Azimuth and altitude from a geographic position

The final result that many users seek is the altitude and azimuth of an object above their own local horizon.

Altitude and azimuth are computed by calling the altaz() method on an apparent position. But because the method needs to know which local horizon to use, it does not work on the plain geocentric (“Earth centered”) positions that we have been generating so far:

alt, az, distance = apparent.altaz()
Traceback (most recent call last):
  ...
ValueError: to compute an apparent position, you must observe from a specific Earth location that you specify using a latitude and longitude

You can specify a location on Earth by giving its latitude and longitude to a standard “geodetic system” that models the Earth’s shape. The most popular model is WGS84, used by most modern maps and also by the Global Positioning System (GPS).
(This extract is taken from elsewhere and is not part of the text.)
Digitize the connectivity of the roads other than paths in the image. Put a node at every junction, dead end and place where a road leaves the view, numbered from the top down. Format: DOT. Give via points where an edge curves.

If you are given a longitude and latitude without a datum specified, they are probably WGS84 coordinates.

You can pass the latitude and longitude to a datum like WGS84 by calling its latlon() method. Skyfield provides constants N, S, E, and W that are each positive one or negative one, in case you don’t want to remember which directions are positive.

from skyfield.api import N,S,E,W, wgs84

# Altitude and azimuth in the sky of a
# specific geographic location

boston = earth + wgs84.latlon(42.3583 * N, 71.0603 * W, elevation_m=43)
astro = boston.at(ts.utc(1980, 3, 1)).observe(mars)
app = astro.apparent()

alt, az, distance = app.altaz()
print(alt.dstr())
print(az.dstr())
print(distance)
24deg 30' 27.2"
93deg 04' 29.5"
0.678874 au

So Mars was more than 24° above the horizon for Bostonians on 1980 March 1 at midnight UTC.
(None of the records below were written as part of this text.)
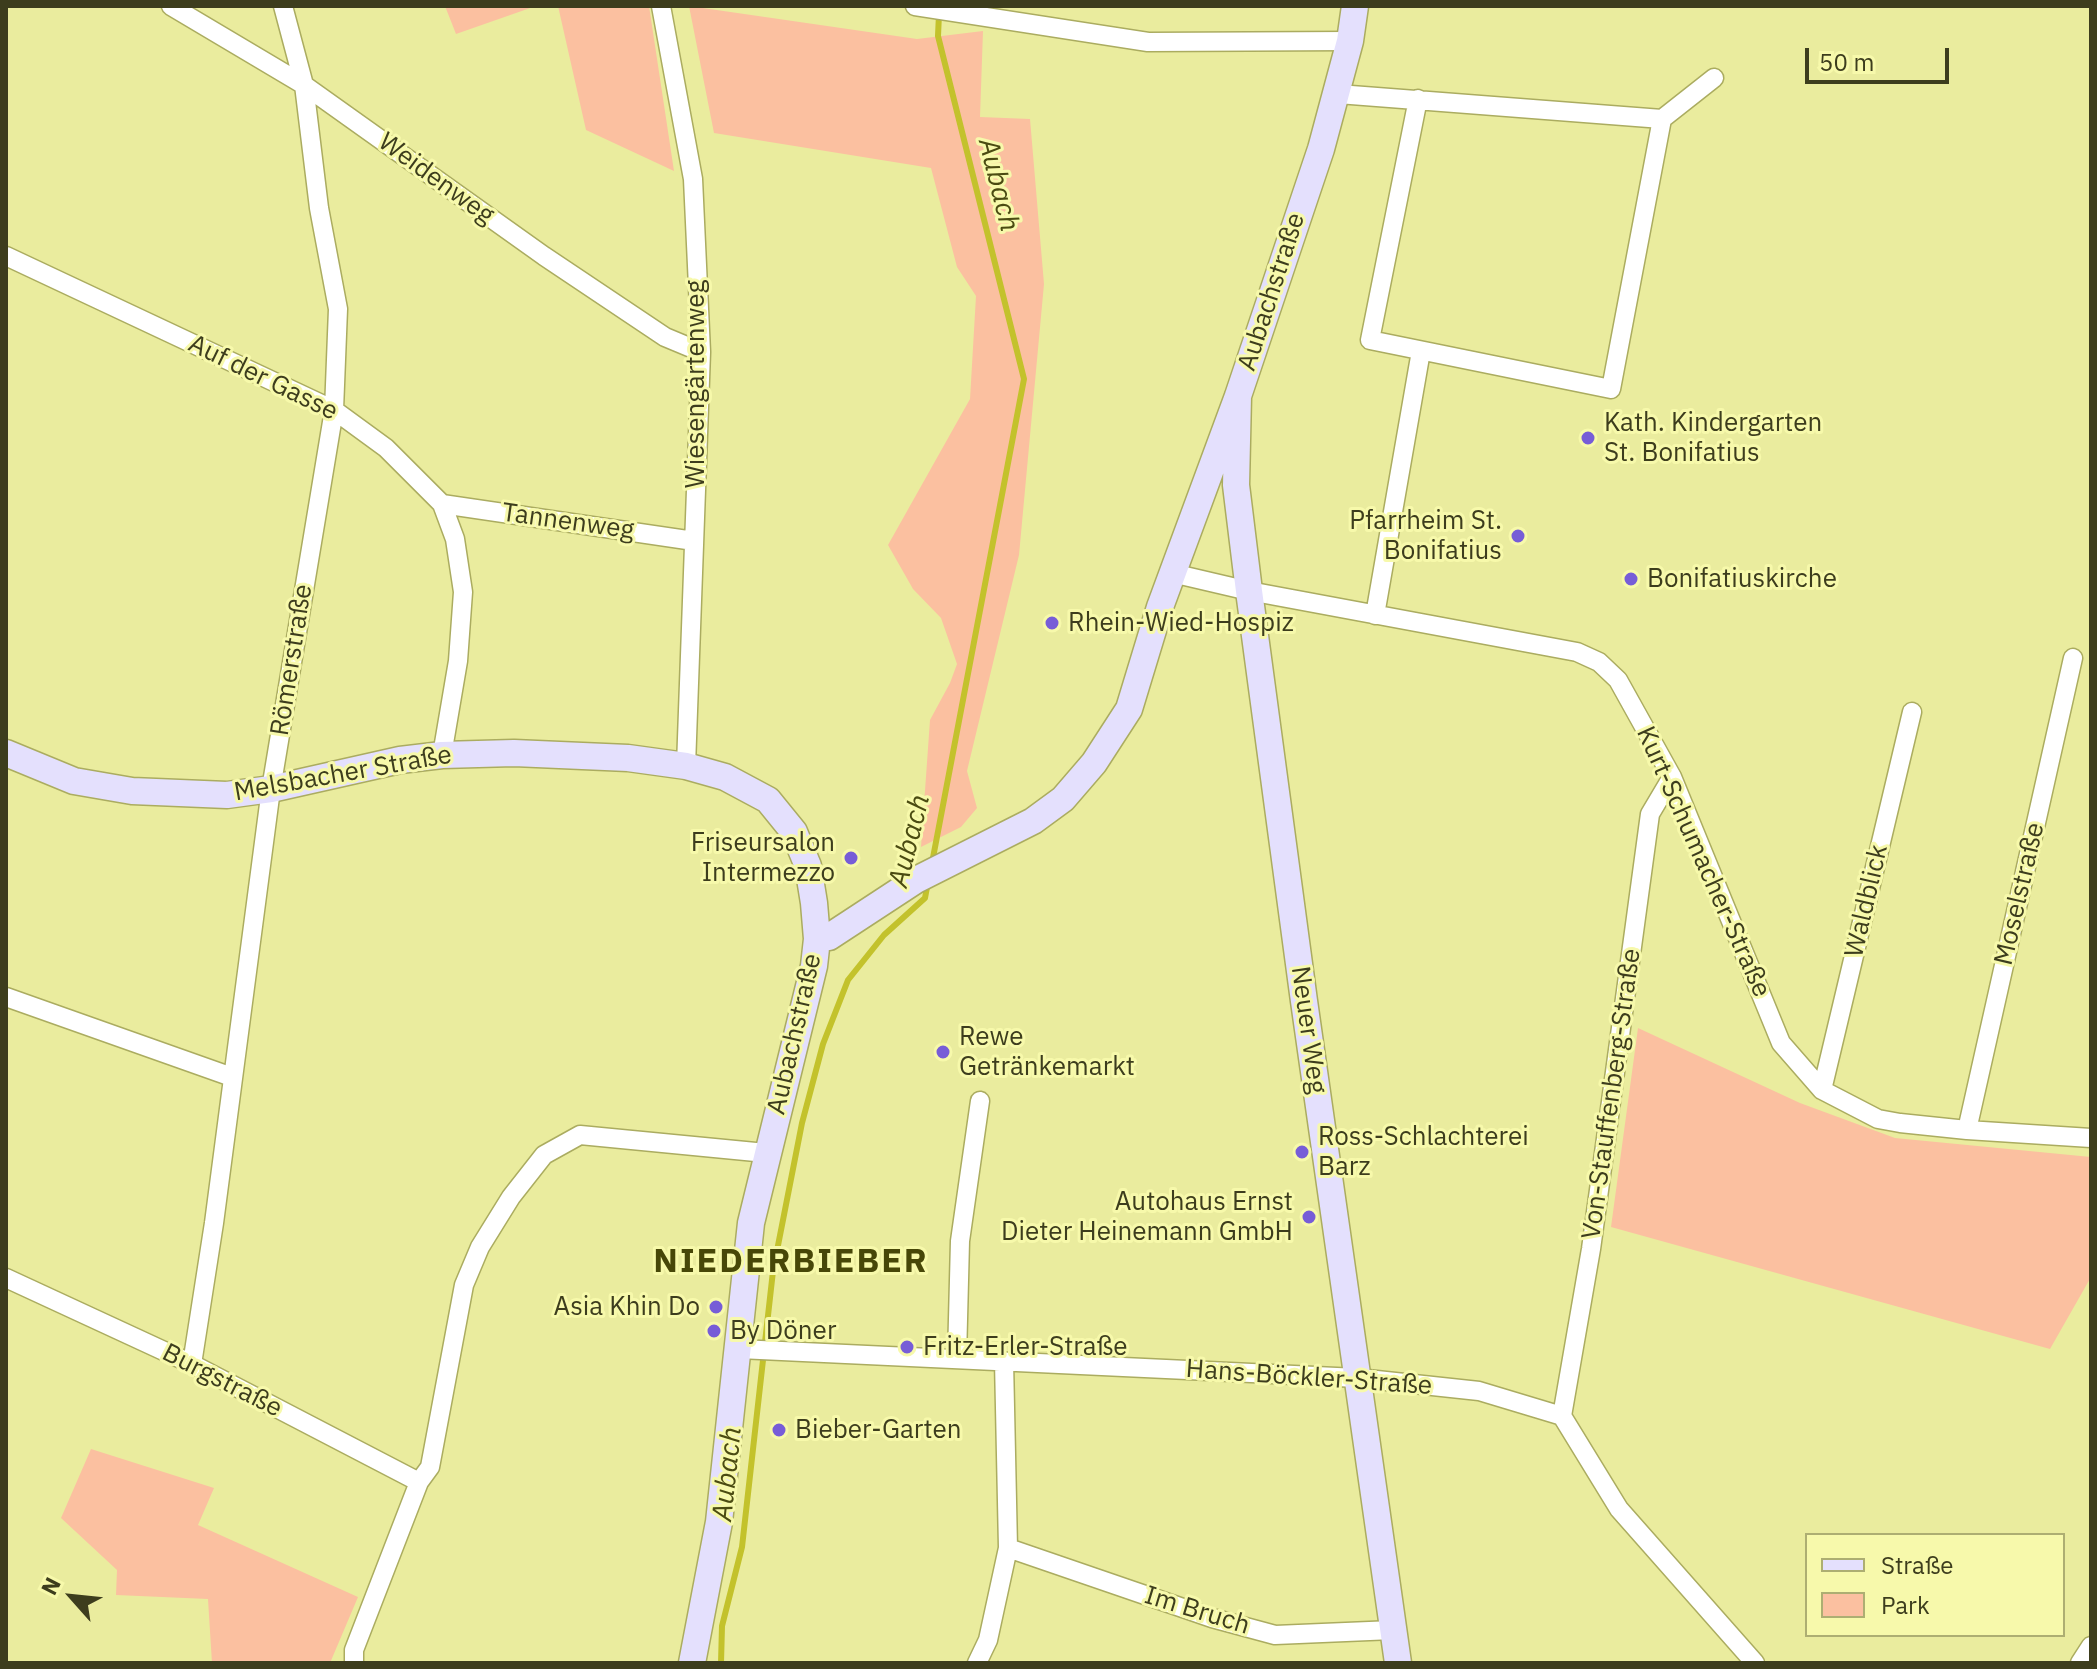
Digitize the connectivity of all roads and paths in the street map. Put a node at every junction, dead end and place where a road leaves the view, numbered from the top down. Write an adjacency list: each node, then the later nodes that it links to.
1 (171, 6): 8 (street, Weidenweg)
2 (283, 6): 8 (street, Römerstraße)
3 (661, 6): 14 (street, Wiesengärtenweg)
4 (915, 6): 6 (street)
5 (1355, 6): 6 (street, Aubachstraße)
6 (1350, 41): 9 (street, Aubachstraße)
7 (1714, 78): 11 (street)
8 (304, 85): 14 (street, Weidenweg); 16 (street, Römerstraße)
9 (1338, 94): 10 (street); 15 (street, Aubachstraße)
10 (1418, 99): 11 (street); 13 (street)
11 (1662, 119): 13 (street)
12 (6, 256): 16 (street, Auf der Gasse)
13 (1421, 351): 21 (street)
14 (701, 352): 18 (street, Wiesengärtenweg)
15 (1238, 396): 19 (street, Aubachstraße); 20 (street, Neuer Weg)
16 (334, 410): 17 (street, Auf der Gasse); 28 (street, Römerstraße)
17 (442, 504): 18 (street, Tannenweg); 25 (street, Auf der Gasse)
18 (694, 541): 26 (street, Wiesengärtenweg)
19 (1172, 573): 20 (street); 29 (street, Aubachstraße)
20 (1249, 591): 21 (street, Kurt-Schumacher-Straße); 42 (street, Neuer Weg)
21 (1375, 615): 27 (street, Kurt-Schumacher-Straße)
22 (2073, 658): 34 (street, Moselstraße)
23 (1912, 712): 32 (street, Waldblick)
24 (6, 753): 28 (street, Melsbacher Straße)
25 (442, 755): 26 (street, Melsbacher Straße); 28 (street, Melsbacher Straße)
26 (686, 766): 29 (street, Melsbacher Straße)
27 (1672, 777): 32 (street, Kurt-Schumacher-Straße); 43 (street, Von-Stauffenberg-Straße)
28 (271, 789): 31 (street, Römerstraße)
29 (817, 939): 36 (street, Aubachstraße)
30 (6, 997): 31 (street)
31 (232, 1077): 41 (street, Römerstraße)
32 (1822, 1090): 34 (street, Kurt-Schumacher-Straße)
33 (980, 1101): 39 (street)
34 (1967, 1130): 35 (street, Kurt-Schumacher-Straße)
35 (2091, 1138)
36 (766, 1153): 38 (street, Aubachstraße); 44 (street)
37 (6, 1278): 41 (street, Burgstraße)
38 (747, 1350): 39 (street, Hans-Böckler-Straße); 49 (street, Aubachstraße)
39 (957, 1358): 40 (street, Hans-Böckler-Straße)
40 (1004, 1361): 42 (street, Hans-Böckler-Straße); 45 (street)
41 (192, 1364): 44 (street, Burgstraße)
42 (1358, 1378): 43 (street, Hans-Böckler-Straße); 46 (street, Neuer Weg)
43 (1562, 1416): 52 (street)
44 (424, 1474): 48 (street)
45 (1008, 1548): 46 (street, Im Bruch); 50 (street)
46 (1393, 1630): 51 (street, Neuer Weg)
47 (2091, 1646): 53 (street)
48 (354, 1663)
49 (692, 1663)
50 (977, 1663)
51 (1398, 1663)
52 (1755, 1663)
53 (2080, 1663)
Adjusting altitude for atmospheric refraction

The altitude returned from a plain altaz() call is the ideal position that you would observe if the Earth had no atmosphere. You can also ask Skyfield to estimate where an object might actually appear in the sky after the Earth’s atmosphere has refracted its image higher. If you know the weather conditions, you can specify them.

alt, az, distance = app.altaz(temperature_C=15.0,
                              pressure_mbar=1005.0)
print(alt.dstr())
24deg 32' 34.1"

Or you can ask Skyfield to use a standard temperature and pressure when generating its rough simulation of the effects of refraction.
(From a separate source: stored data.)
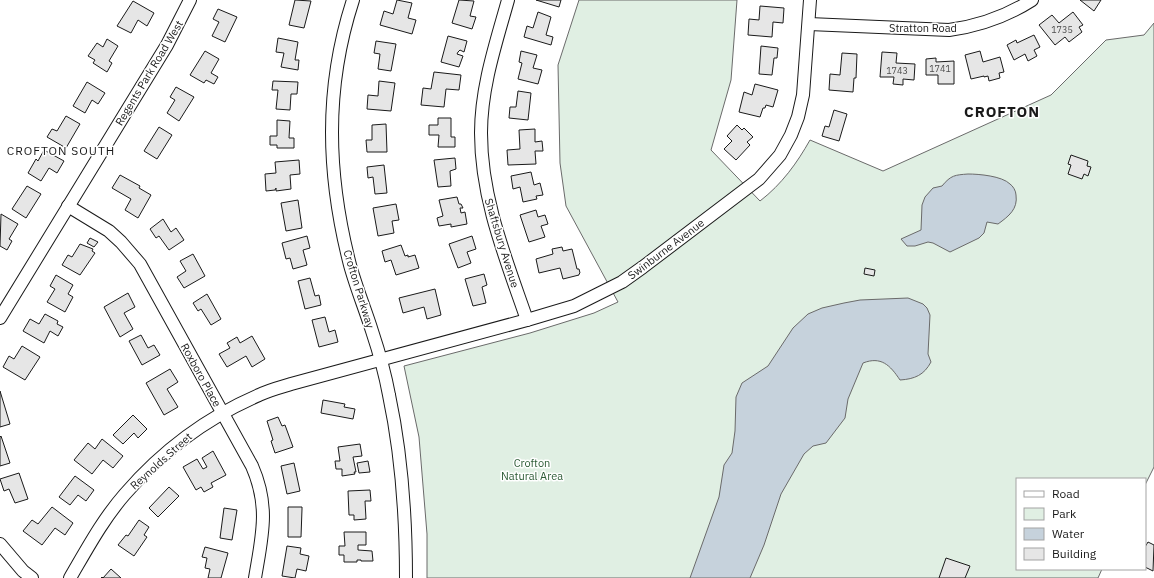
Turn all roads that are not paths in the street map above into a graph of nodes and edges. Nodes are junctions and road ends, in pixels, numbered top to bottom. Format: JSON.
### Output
{"nodes":[{"id":1,"x":190,"y":0,"type":"edge"},
{"id":2,"x":353,"y":0,"type":"edge"},
{"id":3,"x":508,"y":0,"type":"edge"},
{"id":4,"x":810,"y":0,"type":"edge"},
{"id":5,"x":1032,"y":0,"type":"edge"},
{"id":6,"x":809,"y":24,"type":"junction"},
{"id":7,"x":68,"y":206,"type":"junction"},
{"id":8,"x":0,"y":318,"type":"edge"},
{"id":9,"x":527,"y":320,"type":"junction"},
{"id":10,"x":381,"y":360,"type":"junction"},
{"id":11,"x":222,"y":413,"type":"junction"},
{"id":12,"x":0,"y":544,"type":"edge"},
{"id":13,"x":32,"y":578,"type":"edge"},
{"id":14,"x":70,"y":578,"type":"edge"},
{"id":15,"x":255,"y":578,"type":"edge"},
{"id":16,"x":406,"y":578,"type":"edge"}],
"edges":[{"from":1,"to":7,"type":"street","name":"Regents Park Road West"},
{"from":2,"to":10,"type":"street","name":"Crofton Parkway"},
{"from":3,"to":9,"type":"street","name":"Shaftsbury Avenue"},
{"from":4,"to":6,"type":"street","name":"Swinburne Avenue"},
{"from":5,"to":6,"type":"street","name":"Stratton Road"},
{"from":6,"to":9,"type":"street","name":"Swinburne Avenue"},
{"from":7,"to":8,"type":"street","name":"Regents Park Road West"},
{"from":7,"to":11,"type":"street","name":"Roxboro Place"},
{"from":9,"to":10,"type":"street","name":"Swinburne Avenue"},
{"from":10,"to":11,"type":"street","name":"Reynolds Street"},
{"from":10,"to":16,"type":"street","name":"Crofton Parkway"},
{"from":11,"to":14,"type":"street","name":"Reynolds Street"},
{"from":11,"to":15,"type":"street","name":"Roxboro Place"},
{"from":12,"to":13,"type":"street"}]}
alt, az, distance = app.altaz('standard')
print(alt.dstr())
24deg 32' 36.4"

Keep in mind that the computed effect of refraction is simply an estimate. The effects of your local atmosphere, with its many layers of heat and cold and wind and weather, cannot be predicted to high precision. And note that refraction is only applied to objects above the horizon. Objects below −1.0° altitude are not adjusted for refraction.

Comparing positions

If you want to know the angle between two positions in the sky, call the separation_from() method of one of the positions and pass it the other position as its argument. The result will be an Angle object.

If instead you want to know the distance between two positions, subtract the position you want to use as the starting point from the other position. The result of this vector math will also itself be a position vector:

v = planets['moon'].at(t) - planets['earth'].at(t)
print('The Moon is %d km away' % v.distance().km)
The Moon is 385010 km away

Two vectors do not need to have the same date and time to be subtracted. By comparing two positions with different times, you can measure how far an object has moved:

t1 = ts.utc(2015, 10, 11, 10, 30)
t2 = ts.utc(2015, 10, 11, 10, 31)

moon = planets['moon']
p1 = moon.at(t1)
p2 = moon.at(t2)

km = (p2 - p1).distance().km
print('In one minute the Moon moved %d km' % km)
In one minute the Moon moved 1736 km

Coordinates in other reference frames

You can ask Skyfield to express a position in a number of other reference frames besides the ones illustrated above. For details, see the accompanying chapter that’s specifically dedicated to explaining Coordinates.

You can also read the chapter Planetary Reference Frames, which explains how to use reference frames that are not included with Skyfield, by loading them from NASA reference files.